## Data to examine:
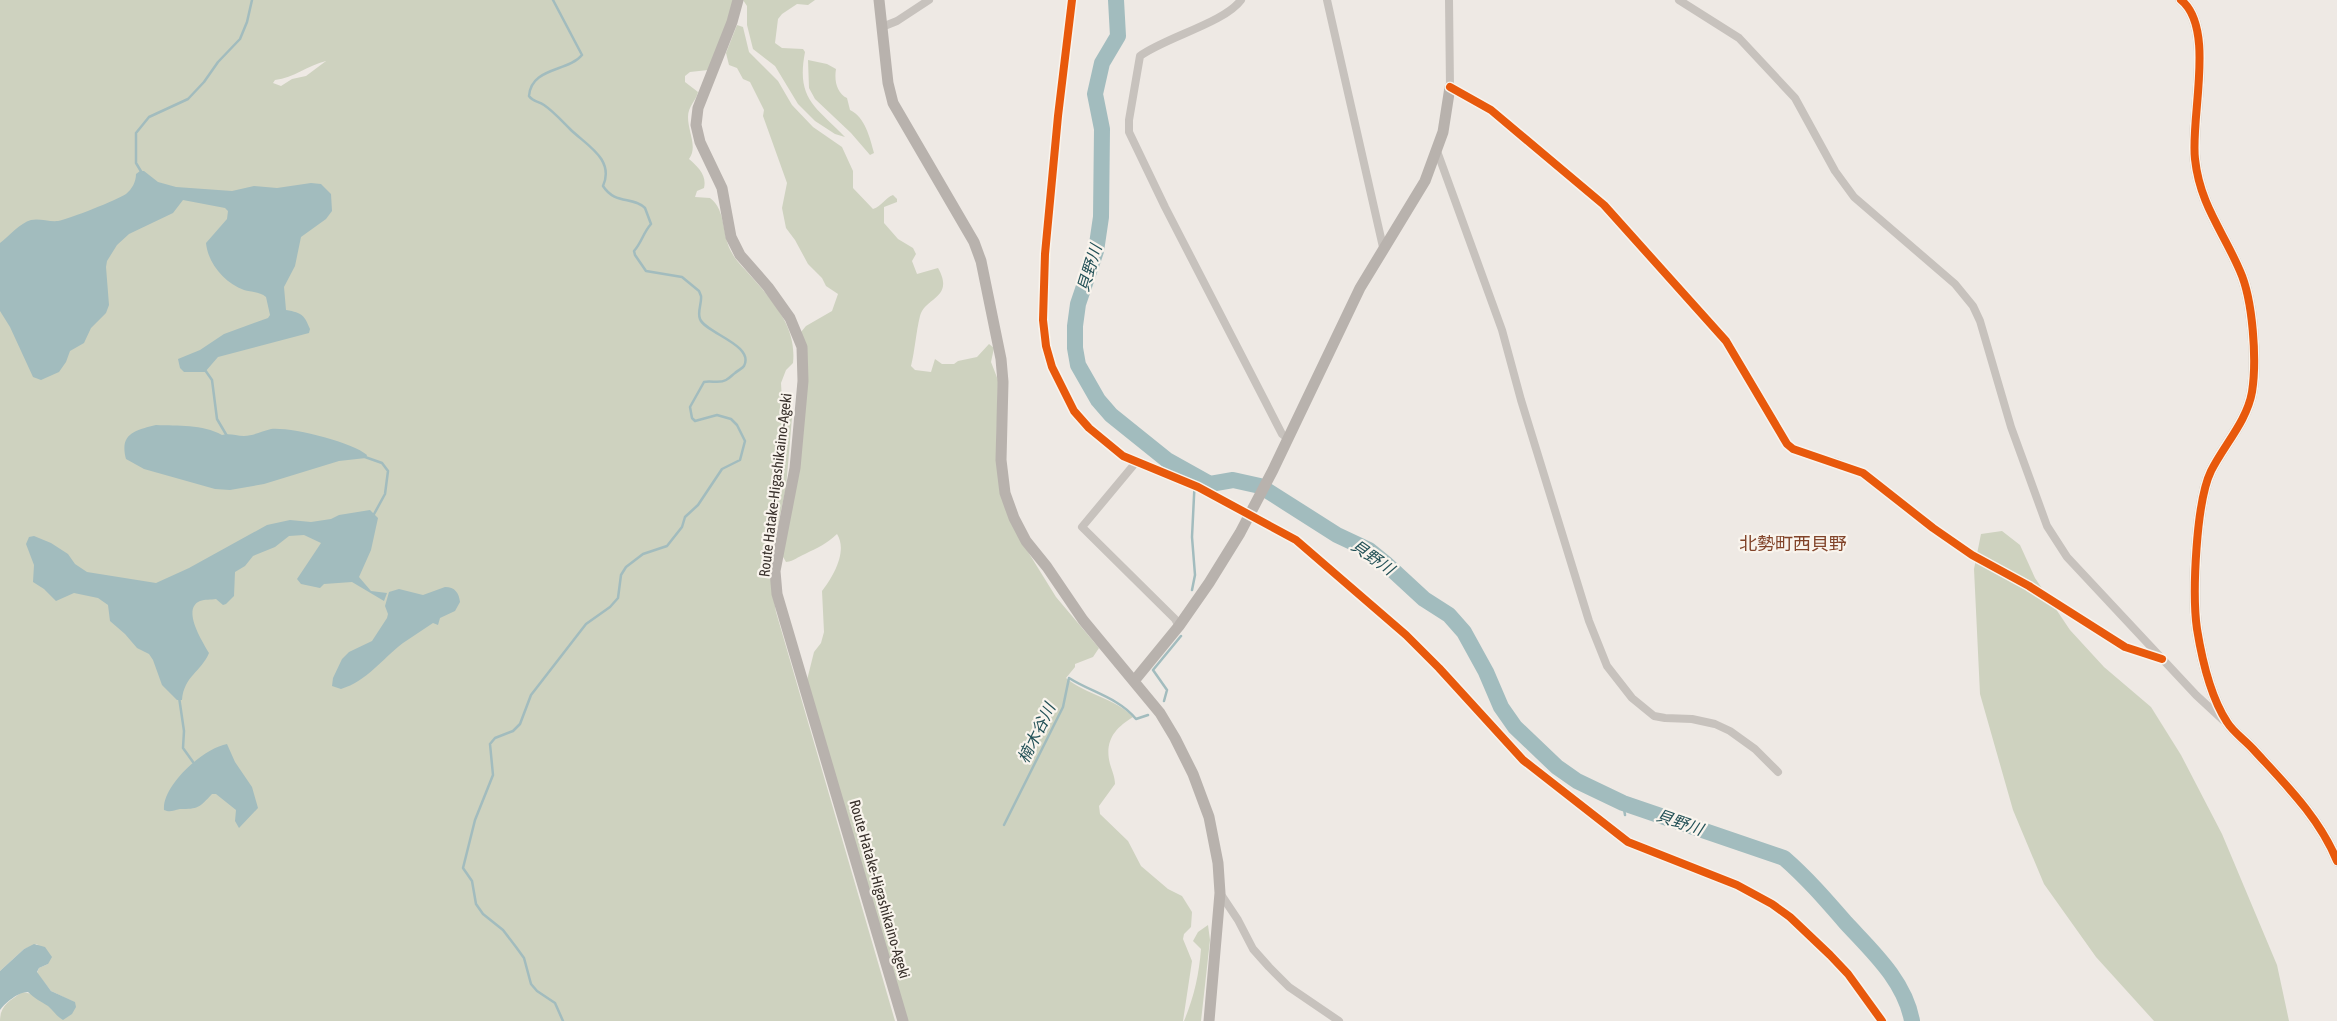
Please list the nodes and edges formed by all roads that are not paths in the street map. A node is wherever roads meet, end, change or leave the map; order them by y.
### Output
1 (738, 0) edge
2 (878, 0) edge
3 (1072, 0) edge
4 (1242, 0) edge
5 (1327, 0) edge
6 (1449, 0) edge
7 (1679, 0) edge
8 (2181, 0) edge
9 (925, 1) edge
10 (882, 27) junction
11 (1450, 86) junction
12 (1437, 152) junction
13 (1384, 247) junction
14 (1288, 439) junction
15 (1137, 461) junction
16 (1249, 514) junction
17 (1179, 626) junction
18 (2162, 659) junction
19 (1134, 681) junction
20 (2228, 725) junction
21 (1778, 772) dead end
22 (2337, 861) edge
23 (1220, 893) junction
24 (903, 1021) edge
25 (1209, 1021) edge
26 (1339, 1021) edge
27 (1882, 1021) edge

1 - 24 street, Route Hatake-Higashikaino-Ageki
2 - 10 street
3 - 15 street
4 - 14 street
5 - 13 street
6 - 11 street
7 - 18 street
8 - 20 street
9 - 10 street
10 - 19 street
11 - 12 street
11 - 18 street
12 - 13 street
12 - 21 street
13 - 14 street
14 - 16 street
15 - 16 street
15 - 17 street
16 - 17 street
16 - 27 street
17 - 19 street
18 - 20 street
19 - 23 street
20 - 22 street
23 - 25 street
23 - 26 street

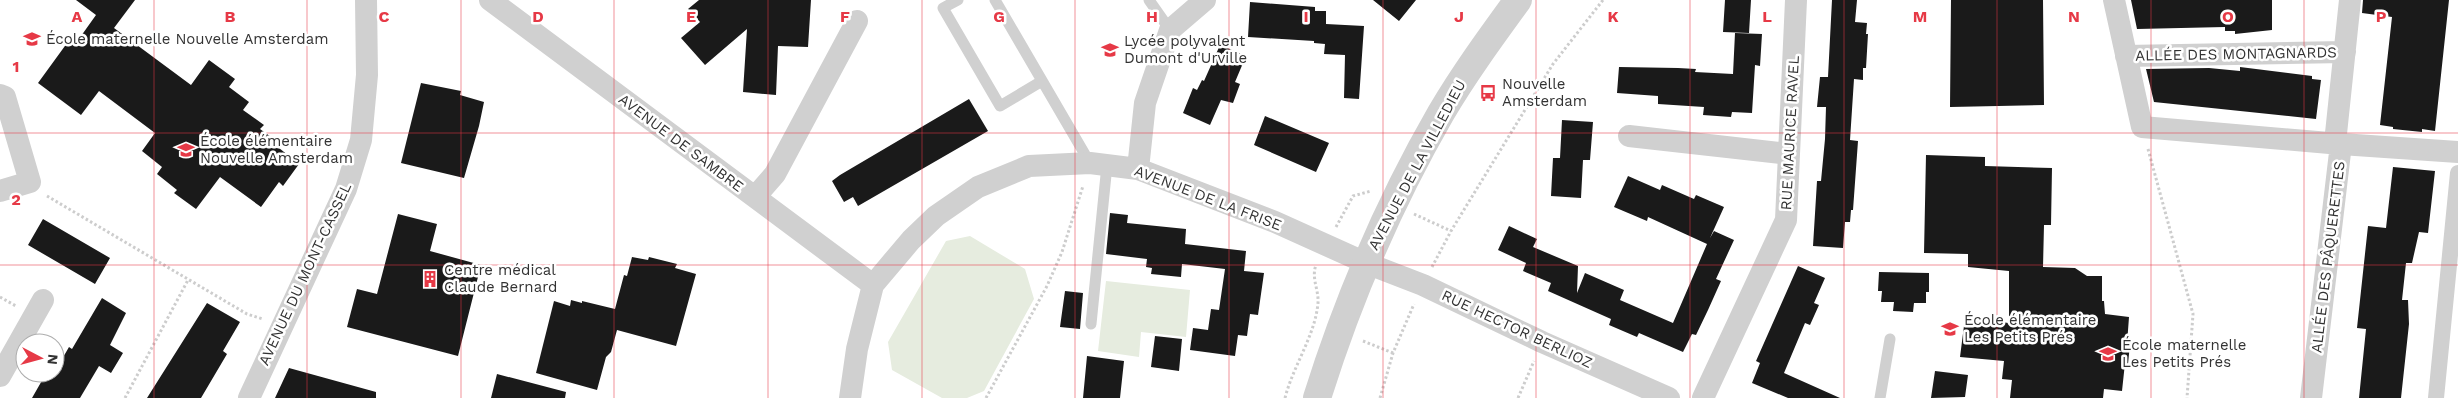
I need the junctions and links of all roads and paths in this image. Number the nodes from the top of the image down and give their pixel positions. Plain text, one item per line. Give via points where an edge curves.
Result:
1 (366, 0) edge
2 (490, 0) edge
3 (958, 0) edge
4 (995, 0) edge
5 (1149, 0) edge
6 (1205, 0) edge
7 (1518, 0) edge
8 (1603, 0) edge
9 (1796, 0) edge
10 (2114, 0) edge
11 (2350, 0) edge
12 (858, 21) dead end
13 (1170, 30) junction
14 (2345, 52) junction
15 (2126, 56) junction
16 (1042, 81) junction
17 (0, 95) edge
18 (2142, 127) junction
19 (1630, 136) dead end
20 (2338, 144) junction
21 (2458, 152) edge
22 (1789, 154) junction
23 (1098, 164) junction
24 (1138, 168) junction
25 (2458, 173) edge
26 (30, 182) junction
27 (0, 191) edge
28 (755, 197) junction
29 (1366, 263) junction
30 (188, 280) junction
31 (872, 285) junction
32 (1423, 285) junction
33 (43, 300) dead end
34 (1315, 318) dead end
35 (1091, 324) dead end
36 (282, 325) junction
37 (1890, 339) dead end
38 (1542, 342) junction
39 (0, 376) edge
40 (125, 398) edge
41 (249, 398) edge
42 (850, 398) edge
43 (986, 398) edge
44 (1285, 398) edge
45 (1317, 398) edge
46 (1380, 398) edge
47 (1518, 398) edge
48 (1668, 398) edge
49 (1704, 398) edge
50 (1880, 398) edge
51 (2187, 398) edge
52 (2311, 398) edge
53 (2436, 398) edge

1 - 36 street, AVENUE DU MONT-CASSEL via 367,75 361,140 346,189
2 - 28 street, AVENUE DE SAMBRE
3 - 16 lane via 943,8 1000,106
4 - 16 lane
5 - 13 lane
6 - 13 street
7 - 29 street, AVENUE DE LA VILLEDIEU via 1441,114 1393,203
8 - 32 path via 1554,64 1451,231
9 - 22 street, RUE MAURICE RAVEL
10 - 15 street
11 - 14 street
12 - 28 street via 775,174
13 - 24 street via 1145,103
14 - 15 street, ALLÉE DES MONTAGNARDS
14 - 20 street
15 - 18 street
16 - 23 lane
17 - 26 street via 5,97
18 - 20 street
18 - 51 path via 2194,314
19 - 22 street
20 - 21 street, ALLÉE DES PÂQUERETTES
20 - 52 street, ALLÉE DES PÂQUERETTES
22 - 49 street, RUE MAURICE RAVEL via 1786,220
23 - 24 street, AVENUE DE LA FRISE
23 - 31 street, AVENUE DE LA FRISE via 1029,166 978,187 936,216
23 - 35 lane
23 - 43 path via 1047,286
24 - 29 street, AVENUE DE LA FRISE via 1275,222
25 - 53 street
26 - 27 street
26 - 30 path via 50,198
28 - 31 street, AVENUE DE SAMBRE
29 - 32 street, RUE HECTOR BERLIOZ
29 - 45 street, AVENUE DE LA VILLEDIEU via 1338,330
30 - 36 path via 247,314
30 - 40 path
31 - 42 street, AVENUE DE LA FRISE
32 - 38 street, RUE HECTOR BERLIOZ
32 - 46 path via 1393,353
33 - 39 street
34 - 44 path
36 - 41 street, AVENUE DU MONT-CASSEL
37 - 50 lane
38 - 47 path
38 - 48 street, RUE HECTOR BERLIOZ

## Task statement:
Would you restate all of the data above word for word, omitting the pictures?

## Expected answer:
Please list the nodes and edges formed by all roads that are not paths in the street map. A node is wherever roads meet, end, change or leave the map; order them by y.
### Output
1 (738, 0) edge
2 (878, 0) edge
3 (1072, 0) edge
4 (1242, 0) edge
5 (1327, 0) edge
6 (1449, 0) edge
7 (1679, 0) edge
8 (2181, 0) edge
9 (925, 1) edge
10 (882, 27) junction
11 (1450, 86) junction
12 (1437, 152) junction
13 (1384, 247) junction
14 (1288, 439) junction
15 (1137, 461) junction
16 (1249, 514) junction
17 (1179, 626) junction
18 (2162, 659) junction
19 (1134, 681) junction
20 (2228, 725) junction
21 (1778, 772) dead end
22 (2337, 861) edge
23 (1220, 893) junction
24 (903, 1021) edge
25 (1209, 1021) edge
26 (1339, 1021) edge
27 (1882, 1021) edge

1 - 24 street, Route Hatake-Higashikaino-Ageki
2 - 10 street
3 - 15 street
4 - 14 street
5 - 13 street
6 - 11 street
7 - 18 street
8 - 20 street
9 - 10 street
10 - 19 street
11 - 12 street
11 - 18 street
12 - 13 street
12 - 21 street
13 - 14 street
14 - 16 street
15 - 16 street
15 - 17 street
16 - 17 street
16 - 27 street
17 - 19 street
18 - 20 street
19 - 23 street
20 - 22 street
23 - 25 street
23 - 26 street

I need the junctions and links of all roads and paths in this image. Number the nodes from the top of the image down and give their pixel positions. Plain text, one item per line. Give via points where an edge curves.
Result:
1 (366, 0) edge
2 (490, 0) edge
3 (958, 0) edge
4 (995, 0) edge
5 (1149, 0) edge
6 (1205, 0) edge
7 (1518, 0) edge
8 (1603, 0) edge
9 (1796, 0) edge
10 (2114, 0) edge
11 (2350, 0) edge
12 (858, 21) dead end
13 (1170, 30) junction
14 (2345, 52) junction
15 (2126, 56) junction
16 (1042, 81) junction
17 (0, 95) edge
18 (2142, 127) junction
19 (1630, 136) dead end
20 (2338, 144) junction
21 (2458, 152) edge
22 (1789, 154) junction
23 (1098, 164) junction
24 (1138, 168) junction
25 (2458, 173) edge
26 (30, 182) junction
27 (0, 191) edge
28 (755, 197) junction
29 (1366, 263) junction
30 (188, 280) junction
31 (872, 285) junction
32 (1423, 285) junction
33 (43, 300) dead end
34 (1315, 318) dead end
35 (1091, 324) dead end
36 (282, 325) junction
37 (1890, 339) dead end
38 (1542, 342) junction
39 (0, 376) edge
40 (125, 398) edge
41 (249, 398) edge
42 (850, 398) edge
43 (986, 398) edge
44 (1285, 398) edge
45 (1317, 398) edge
46 (1380, 398) edge
47 (1518, 398) edge
48 (1668, 398) edge
49 (1704, 398) edge
50 (1880, 398) edge
51 (2187, 398) edge
52 (2311, 398) edge
53 (2436, 398) edge

1 - 36 street, AVENUE DU MONT-CASSEL via 367,75 361,140 346,189
2 - 28 street, AVENUE DE SAMBRE
3 - 16 lane via 943,8 1000,106
4 - 16 lane
5 - 13 lane
6 - 13 street
7 - 29 street, AVENUE DE LA VILLEDIEU via 1441,114 1393,203
8 - 32 path via 1554,64 1451,231
9 - 22 street, RUE MAURICE RAVEL
10 - 15 street
11 - 14 street
12 - 28 street via 775,174
13 - 24 street via 1145,103
14 - 15 street, ALLÉE DES MONTAGNARDS
14 - 20 street
15 - 18 street
16 - 23 lane
17 - 26 street via 5,97
18 - 20 street
18 - 51 path via 2194,314
19 - 22 street
20 - 21 street, ALLÉE DES PÂQUERETTES
20 - 52 street, ALLÉE DES PÂQUERETTES
22 - 49 street, RUE MAURICE RAVEL via 1786,220
23 - 24 street, AVENUE DE LA FRISE
23 - 31 street, AVENUE DE LA FRISE via 1029,166 978,187 936,216
23 - 35 lane
23 - 43 path via 1047,286
24 - 29 street, AVENUE DE LA FRISE via 1275,222
25 - 53 street
26 - 27 street
26 - 30 path via 50,198
28 - 31 street, AVENUE DE SAMBRE
29 - 32 street, RUE HECTOR BERLIOZ
29 - 45 street, AVENUE DE LA VILLEDIEU via 1338,330
30 - 36 path via 247,314
30 - 40 path
31 - 42 street, AVENUE DE LA FRISE
32 - 38 street, RUE HECTOR BERLIOZ
32 - 46 path via 1393,353
33 - 39 street
34 - 44 path
36 - 41 street, AVENUE DU MONT-CASSEL
37 - 50 lane
38 - 47 path
38 - 48 street, RUE HECTOR BERLIOZ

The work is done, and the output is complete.